An early 20th-century boy imagines he's gone to space. I don't remember if he was an accidental passenger in a carnival balloon or I'm mixing two different stories. I'm not sure if the story was specifically set in rural United States in the early 20th century or just the tone of the story suggested it.

When he returns, he tells of having been in space. He's seen the moon up close and I don't remember if he says he's seen some aliens.

The people in his village don't disbelieve him. The adventure brings him some kind of social success in the comforting environment of his neighbors and loved ones.

Many years later he has become an old man. He feels alone. He starts telling people he meets that he's been to space again.

Nobody cares.The rocket into space takes off twice a day from a nearby spaceport. Going to space is no big deal.

1 Answer 1


"The Man Who Went to the Moon—Twice," a short story by Howard Rodman. One of the many stories which were first published in Dangerous Visions, a book edited by Harlan Ellison and released in 1967. I have just discovered that if I Google for the opening words of the story, I can go to a page on Google Books which allows us to start reading the entire text of the tale as a sample from Dangerous Visions.

The plot is very much as you described. Exact dates are not given, but a rural part of the USA in the early 20th Century feels about right for the first part, and the later part of the story happens roughly 80 years later than that. I agree with you that it feels like the sort of thing Ray Bradbury might have written.

Here are the first few paragraphs:

The first time Marshall Kiss went to the moon, he was nine years old, and the trip was accidental. A captive balloon broke loose at the county fair, and away it went, with Marshall in it.

It never came down until twelve hours later.

"Where've you been?" Marshall's pa asked.

"Up to the moon," Marshall answered.

"You don't say," Pa said, with his mouth slightly open and hanging. And off he went to tell the neighbors.

As you recalled, he briefly becomes a local celebrity, with it being implied that most of the local community take his story at face value at the time. Then, we are told, as the years rolled past, Marshall grew up and got married, and after a while his wife had died, and his grown children lived elsewhere with their own spouses and children, and he was alone on the old family farm, and eventually was "pushing ninety pretty hard." (In other words, he must have been around 88 or 89; hence my statement that it had been about 80 years since his balloon trip.) He seems to have outlived everyone he had known in his youth; we are told he can walk down the street in the local town and not recognize any old familiar faces.
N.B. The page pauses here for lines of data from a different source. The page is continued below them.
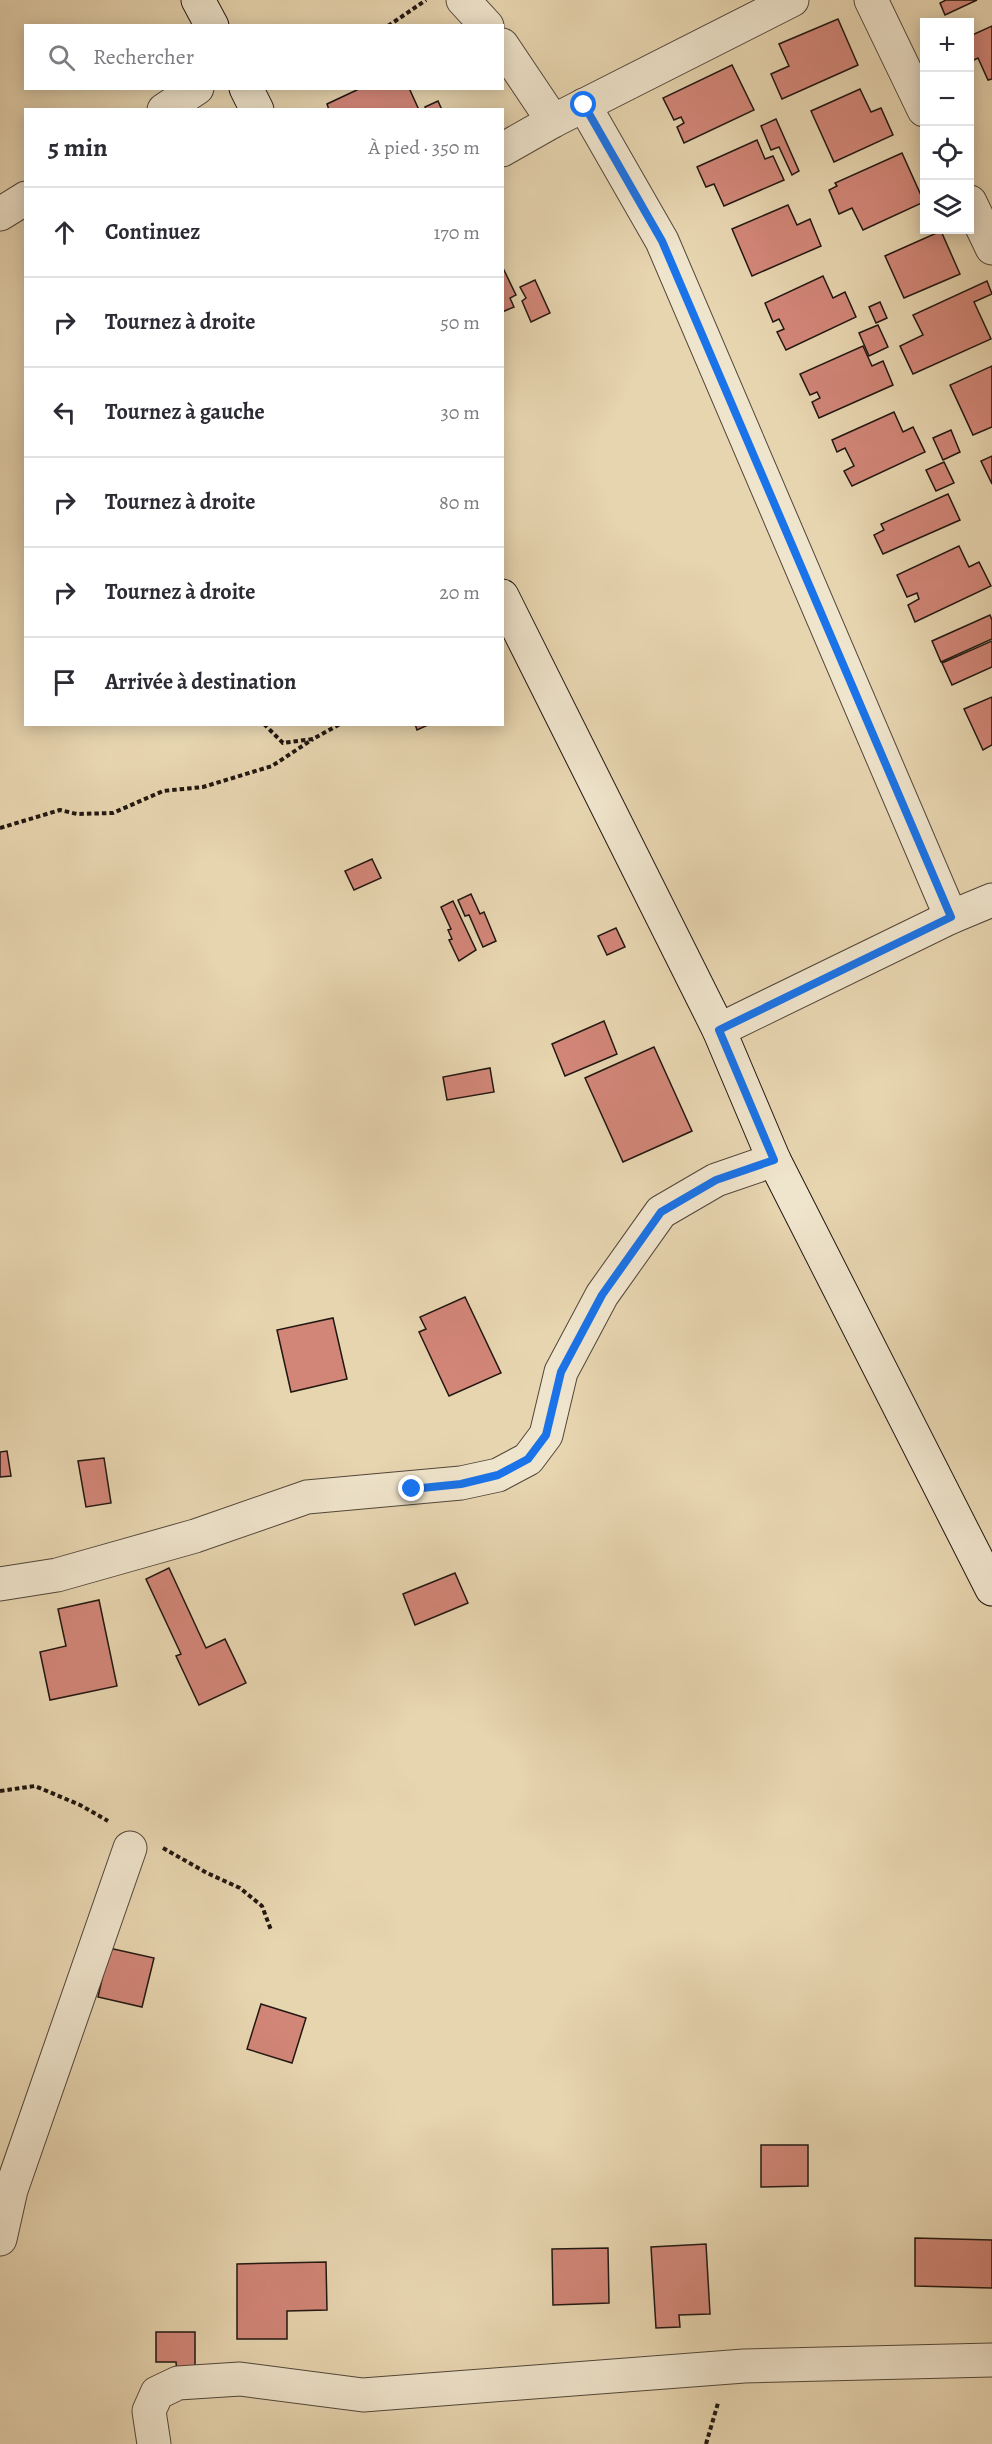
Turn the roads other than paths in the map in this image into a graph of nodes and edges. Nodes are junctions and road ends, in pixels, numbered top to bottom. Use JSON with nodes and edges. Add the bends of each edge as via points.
{"nodes":[{"id":1,"x":198,"y":0,"type":"edge"},
{"id":2,"x":463,"y":0,"type":"edge"},
{"id":3,"x":792,"y":0,"type":"edge"},
{"id":4,"x":871,"y":0,"type":"edge"},
{"id":5,"x":211,"y":24,"type":"edge"},
{"id":6,"x":485,"y":24,"type":"edge"},
{"id":7,"x":504,"y":48,"type":"edge"},
{"id":8,"x":194,"y":90,"type":"edge"},
{"id":9,"x":247,"y":90,"type":"edge"},
{"id":10,"x":920,"y":102,"type":"edge"},
{"id":11,"x":584,"y":105,"type":"junction"},
{"id":12,"x":167,"y":108,"type":"edge"},
{"id":13,"x":256,"y":108,"type":"edge"},
{"id":14,"x":553,"y":121,"type":"junction"},
{"id":15,"x":504,"y":149,"type":"edge"},
{"id":16,"x":24,"y":199,"type":"edge"},
{"id":17,"x":974,"y":212,"type":"edge"},
{"id":18,"x":0,"y":214,"type":"edge"},
{"id":19,"x":992,"y":248,"type":"edge"},
{"id":20,"x":504,"y":600,"type":"edge"},
{"id":21,"x":992,"y":900,"type":"edge"},
{"id":22,"x":951,"y":917,"type":"junction"},
{"id":23,"x":719,"y":1030,"type":"junction"},
{"id":24,"x":774,"y":1160,"type":"junction"},
{"id":25,"x":0,"y":1584,"type":"edge"},
{"id":26,"x":992,"y":1589,"type":"edge"},
{"id":27,"x":130,"y":1848,"type":"dead end"},
{"id":28,"x":0,"y":2239,"type":"edge"},
{"id":29,"x":992,"y":2360,"type":"edge"},
{"id":30,"x":154,"y":2444,"type":"edge"}],
"edges":[{"from":1,"to":5,"type":"street"},
{"from":2,"to":6,"type":"street"},
{"from":3,"to":11,"type":"street"},
{"from":4,"to":10,"type":"street"},
{"from":7,"to":14,"type":"street"},
{"from":8,"to":12,"type":"street"},
{"from":9,"to":13,"type":"street"},
{"from":11,"to":14,"type":"street"},
{"from":11,"to":22,"type":"street","via":[[662,241]]},
{"from":14,"to":15,"type":"street"},
{"from":16,"to":18,"type":"street"},
{"from":17,"to":19,"type":"street"},
{"from":20,"to":23,"type":"street"},
{"from":21,"to":22,"type":"street"},
{"from":22,"to":23,"type":"street"},
{"from":23,"to":24,"type":"street"},
{"from":24,"to":25,"type":"street","via":[[716,1180],[661,1212],[602,1295],[561,1372],[546,1435],[528,1459],[498,1475],[461,1484],[308,1497],[195,1536],[57,1575]]},
{"from":24,"to":26,"type":"street"},
{"from":27,"to":28,"type":"street","via":[[11,2190]]},
{"from":29,"to":30,"type":"street","via":[[744,2366],[363,2395],[240,2379],[177,2383],[157,2393],[149,2411]]}]}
He finally makes a deliberate decision to stay out of town (i.e., on his own farm) for a solid month. He is wondering if anyone will bother to drop by to check up on him and make sure he's all right.

No one does.

He finally heads back into town and, as you said, tries to repeat that time when he was briefly a local celebrity by telling everyone that he's been way up to the moon and back. This gets little reaction from his adult listeners, and some appear skeptical. (Which angers him, even though the skepticism is richly justified.) A little boy is the sole exception who is impressed when Marshall claims he's been to the moon and back, twice, and the kid goes to fetch a friend of his (a little girl) so she can meet the man who's just back from the moon. By the time they arrive at the farm house, Marshall has died quietly, presumably of natural causes.

Then, in the final paragraph, the author gives us some further context regarding one of the reasons Marshall's claim was just shrugged off by the adults in the local community. This is obviously one of the bits you were paraphrasing from memory in your post.
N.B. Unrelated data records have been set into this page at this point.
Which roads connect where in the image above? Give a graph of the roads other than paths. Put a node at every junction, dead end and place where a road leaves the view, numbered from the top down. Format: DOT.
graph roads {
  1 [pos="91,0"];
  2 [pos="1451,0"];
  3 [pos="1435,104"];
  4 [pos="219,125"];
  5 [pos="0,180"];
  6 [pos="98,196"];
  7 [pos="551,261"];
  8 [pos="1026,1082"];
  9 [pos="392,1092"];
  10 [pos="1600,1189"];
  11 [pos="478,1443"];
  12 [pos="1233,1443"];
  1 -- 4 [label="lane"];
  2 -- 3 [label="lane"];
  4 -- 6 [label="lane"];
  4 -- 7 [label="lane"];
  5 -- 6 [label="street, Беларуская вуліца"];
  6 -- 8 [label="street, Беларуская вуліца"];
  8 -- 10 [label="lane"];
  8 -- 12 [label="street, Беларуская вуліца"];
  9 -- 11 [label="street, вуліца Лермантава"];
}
That was the day the Mars rocket went on a regular three-a-day schedule. Hardly anybody went to the moon at all, any more. There wasn't enough to see.
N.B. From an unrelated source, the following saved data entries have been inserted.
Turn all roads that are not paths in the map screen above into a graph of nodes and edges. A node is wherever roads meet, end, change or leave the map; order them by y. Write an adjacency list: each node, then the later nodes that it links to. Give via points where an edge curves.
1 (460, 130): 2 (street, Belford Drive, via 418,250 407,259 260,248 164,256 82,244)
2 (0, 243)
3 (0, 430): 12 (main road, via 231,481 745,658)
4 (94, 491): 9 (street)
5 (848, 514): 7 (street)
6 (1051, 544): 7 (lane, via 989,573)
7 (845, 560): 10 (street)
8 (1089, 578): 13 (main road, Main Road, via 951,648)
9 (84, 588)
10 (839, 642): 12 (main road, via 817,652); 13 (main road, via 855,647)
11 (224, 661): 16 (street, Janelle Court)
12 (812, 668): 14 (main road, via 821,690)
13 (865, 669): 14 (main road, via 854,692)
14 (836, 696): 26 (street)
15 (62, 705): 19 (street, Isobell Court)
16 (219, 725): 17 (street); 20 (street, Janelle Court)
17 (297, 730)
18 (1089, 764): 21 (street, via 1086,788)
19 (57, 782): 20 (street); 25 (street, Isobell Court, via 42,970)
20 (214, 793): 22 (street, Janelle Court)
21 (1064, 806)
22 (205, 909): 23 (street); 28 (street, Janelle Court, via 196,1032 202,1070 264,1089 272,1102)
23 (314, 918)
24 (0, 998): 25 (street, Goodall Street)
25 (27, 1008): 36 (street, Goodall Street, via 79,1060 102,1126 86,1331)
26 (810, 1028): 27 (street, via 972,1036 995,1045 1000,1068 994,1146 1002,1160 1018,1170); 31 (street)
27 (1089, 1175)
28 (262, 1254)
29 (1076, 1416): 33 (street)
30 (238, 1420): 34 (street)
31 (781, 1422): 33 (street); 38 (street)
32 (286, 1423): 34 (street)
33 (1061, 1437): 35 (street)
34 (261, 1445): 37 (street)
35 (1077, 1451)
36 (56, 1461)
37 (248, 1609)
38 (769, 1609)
It's worth reminding everyone that in the real world, when this story was written and then submitted to Harlan Ellison for his anthology, Neil Armstrong had not yet made that "one small step" onto the surface of the moon. That would occur in 1969. But Rodman was already anticipating a time when such trips would be old hat, instead of something new and exciting for a tourist to brag about having done. He discusses his own motives in an "Afterword" which I won't bother to quote or summarize. Anyone interested can read it via the Google Books link I provided.